(Extracted records)
* * * * * * * * *

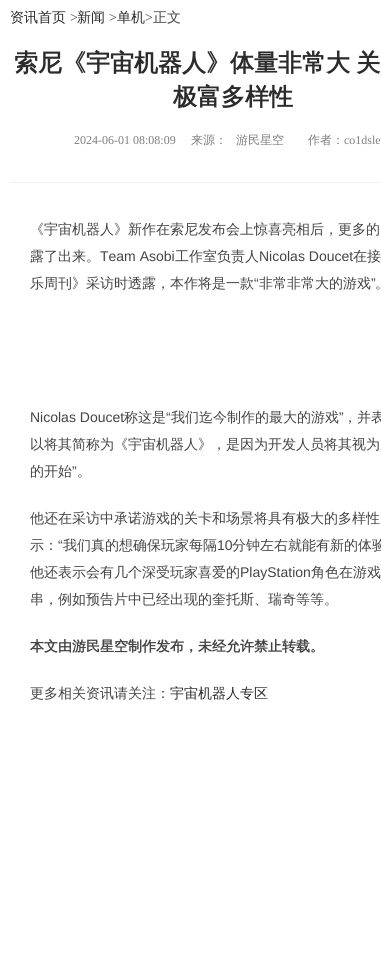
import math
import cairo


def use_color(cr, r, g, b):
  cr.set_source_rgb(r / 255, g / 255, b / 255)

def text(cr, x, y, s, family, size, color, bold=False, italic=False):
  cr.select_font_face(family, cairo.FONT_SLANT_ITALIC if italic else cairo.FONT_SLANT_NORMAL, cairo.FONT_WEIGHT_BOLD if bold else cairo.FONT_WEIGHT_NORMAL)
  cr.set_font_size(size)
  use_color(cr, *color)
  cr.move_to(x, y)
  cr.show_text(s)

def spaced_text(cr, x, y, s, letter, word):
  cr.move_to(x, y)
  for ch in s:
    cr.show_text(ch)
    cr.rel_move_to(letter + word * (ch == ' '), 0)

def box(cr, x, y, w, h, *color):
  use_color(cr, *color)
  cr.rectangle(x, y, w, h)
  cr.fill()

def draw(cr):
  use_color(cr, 255, 255, 255)
  cr.paint()
  box(cr, 10, 182, 371, 1, 239, 239, 239)
  text(cr, 10, 22, "资讯首页", "WenQuanYi Zen Hei Medium", 14, (43, 43, 43))
  text(cr, 70, 22, ">", "Liberation Serif", 14, (67, 67, 67))
  text(cr, 77, 22, "新闻", "WenQuanYi Zen Hei Medium", 14, (43, 43, 43))
  text(cr, 109, 22, ">", "Liberation Serif", 14, (67, 67, 67))
  text(cr, 117, 22, "单机", "WenQuanYi Zen Hei Medium", 14, (43, 43, 43))
  text(cr, 145, 22, ">", "Liberation Serif", 14, (67, 67, 67))
  text(cr, 153, 22, "正文", "WenQuanYi Zen Hei Medium", 14, (67, 67, 67))
  cr.select_font_face("WenQuanYi Zen Hei", cairo.FONT_SLANT_NORMAL, cairo.FONT_WEIGHT_BOLD)
  cr.set_font_size(24)
  use_color(cr, 43, 43, 43)
  spaced_text(cr, 14, 71, "索尼《宇宙机器人》体量非常大 关", 0, -1)
  text(cr, 173, 105, "极富多样性", "WenQuanYi Zen Hei", 24, (43, 43, 43), bold=True)
  text(cr, 74, 144, "2024-06-01 08:08:09", "Liberation Serif", 12, (126, 126, 126))
  text(cr, 191, 144, "来源：", "WenQuanYi Zen Hei Medium", 12, (126, 126, 126))
  text(cr, 236, 144, "游民星空", "WenQuanYi Zen Hei Medium", 12, (126, 126, 126))
  text(cr, 308, 144, "作者：", "WenQuanYi Zen Hei Medium", 12, (126, 126, 126))
  text(cr, 344, 144, "co1dsle", "Liberation Serif", 12, (126, 126, 126))
  text(cr, 30, 234, "《宇宙机器人》新作在索尼发布会上惊喜亮相后，更多的", "WenQuanYi Zen Hei Medium", 14, (67, 67, 67))
  text(cr, 30, 261, "露了出来。", "WenQuanYi Zen Hei Medium", 14, (67, 67, 67))
  text(cr, 100, 261, "Team Asobi", "Liberation Sans", 14, (67, 67, 67))
  text(cr, 175, 261, "工作室负责人", "WenQuanYi Zen Hei Medium", 14, (67, 67, 67))
  text(cr, 259, 261, "Nicolas Doucet", "Liberation Sans", 14, (67, 67, 67))
  text(cr, 353, 261, "在接", "WenQuanYi Zen Hei Medium", 14, (67, 67, 67))
  text(cr, 30, 288, "乐周刊》采访时透露，本作将是一款", "WenQuanYi Zen Hei Medium", 14, (67, 67, 67))
  text(cr, 254, 288, "“", "Liberation Sans", 14, (67, 67, 67))
  text(cr, 259, 288, "非常非常大的游戏", "WenQuanYi Zen Hei Medium", 14, (67, 67, 67))
  text(cr, 371, 288, "”", "Liberation Sans", 14, (67, 67, 67))
  text(cr, 375, 288, "。", "WenQuanYi Zen Hei Medium", 14, (67, 67, 67))
  text(cr, 30, 422, "Nicolas Doucet", "Liberation Sans", 14, (67, 67, 67))
  text(cr, 124, 422, "称这是", "WenQuanYi Zen Hei Medium", 14, (67, 67, 67))
  text(cr, 166, 422, "“", "Liberation Sans", 14, (67, 67, 67))
  text(cr, 171, 422, "我们迄今制作的最大的游戏", "WenQuanYi Zen Hei Medium", 14, (67, 67, 67))
  text(cr, 339, 422, "”", "Liberation Sans", 14, (67, 67, 67))
  text(cr, 343, 422, "，并表", "WenQuanYi Zen Hei Medium", 14, (67, 67, 67))
  text(cr, 30, 449, "以将其简称为《宇宙机器人》，是因为开发人员将其视为", "WenQuanYi Zen Hei Medium", 14, (67, 67, 67))
  text(cr, 30, 476, "的开始", "WenQuanYi Zen Hei Medium", 14, (67, 67, 67))
  text(cr, 72, 476, "”", "Liberation Sans", 14, (67, 67, 67))
  text(cr, 77, 476, "。", "WenQuanYi Zen Hei Medium", 14, (67, 67, 67))
  text(cr, 30, 523, "他还在采访中承诺游戏的关卡和场景将具有极大的多样性", "WenQuanYi Zen Hei Medium", 14, (67, 67, 67))
  text(cr, 30, 550, "示：", "WenQuanYi Zen Hei Medium", 14, (67, 67, 67))
  text(cr, 58, 550, "“", "Liberation Sans", 14, (67, 67, 67))
  text(cr, 63, 550, "我们真的想确保玩家每隔", "WenQuanYi Zen Hei Medium", 14, (67, 67, 67))
  text(cr, 217, 550, "10", "Liberation Sans", 14, (67, 67, 67))
  text(cr, 232, 550, "分钟左右就能有新的体验", "WenQuanYi Zen Hei Medium", 14, (67, 67, 67))
  text(cr, 30, 577, "他还表示会有几个深受玩家喜爱的", "WenQuanYi Zen Hei Medium", 14, (67, 67, 67))
  text(cr, 240, 577, "PlayStation", "Liberation Sans", 14, (67, 67, 67))
  text(cr, 311, 577, "角色在游戏", "WenQuanYi Zen Hei Medium", 14, (67, 67, 67))
  text(cr, 30, 604, "串，例如预告片中已经出现的奎托斯、瑞奇等等。", "WenQuanYi Zen Hei Medium", 14, (67, 67, 67))
  text(cr, 30, 651, "本文由游民星空制作发布，未经允许禁止转载。", "WenQuanYi Zen Hei", 14, (67, 67, 67), bold=True)
  text(cr, 30, 698, "更多相关资讯请关注：", "WenQuanYi Zen Hei Medium", 14, (67, 67, 67))
  text(cr, 170, 698, "宇宙机器人专区", "WenQuanYi Zen Hei Medium", 14, (43, 43, 43))


surface = cairo.ImageSurface(cairo.FORMAT_RGB24, 381, 963)
cr = cairo.Context(surface)
options = cairo.FontOptions()
options.set_hint_metrics(cairo.HINT_METRICS_OFF)
options.set_hint_style(cairo.HINT_STYLE_NONE)
cr.set_font_options(options)
cr.set_miter_limit(4)
draw(cr)
surface.write_to_png("out.png")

* * * * * * * * *

__What you are asked to do__:
Given the entries above, say how many lines include the word "letter", and write nothing besides the number.

__Solution below__:
2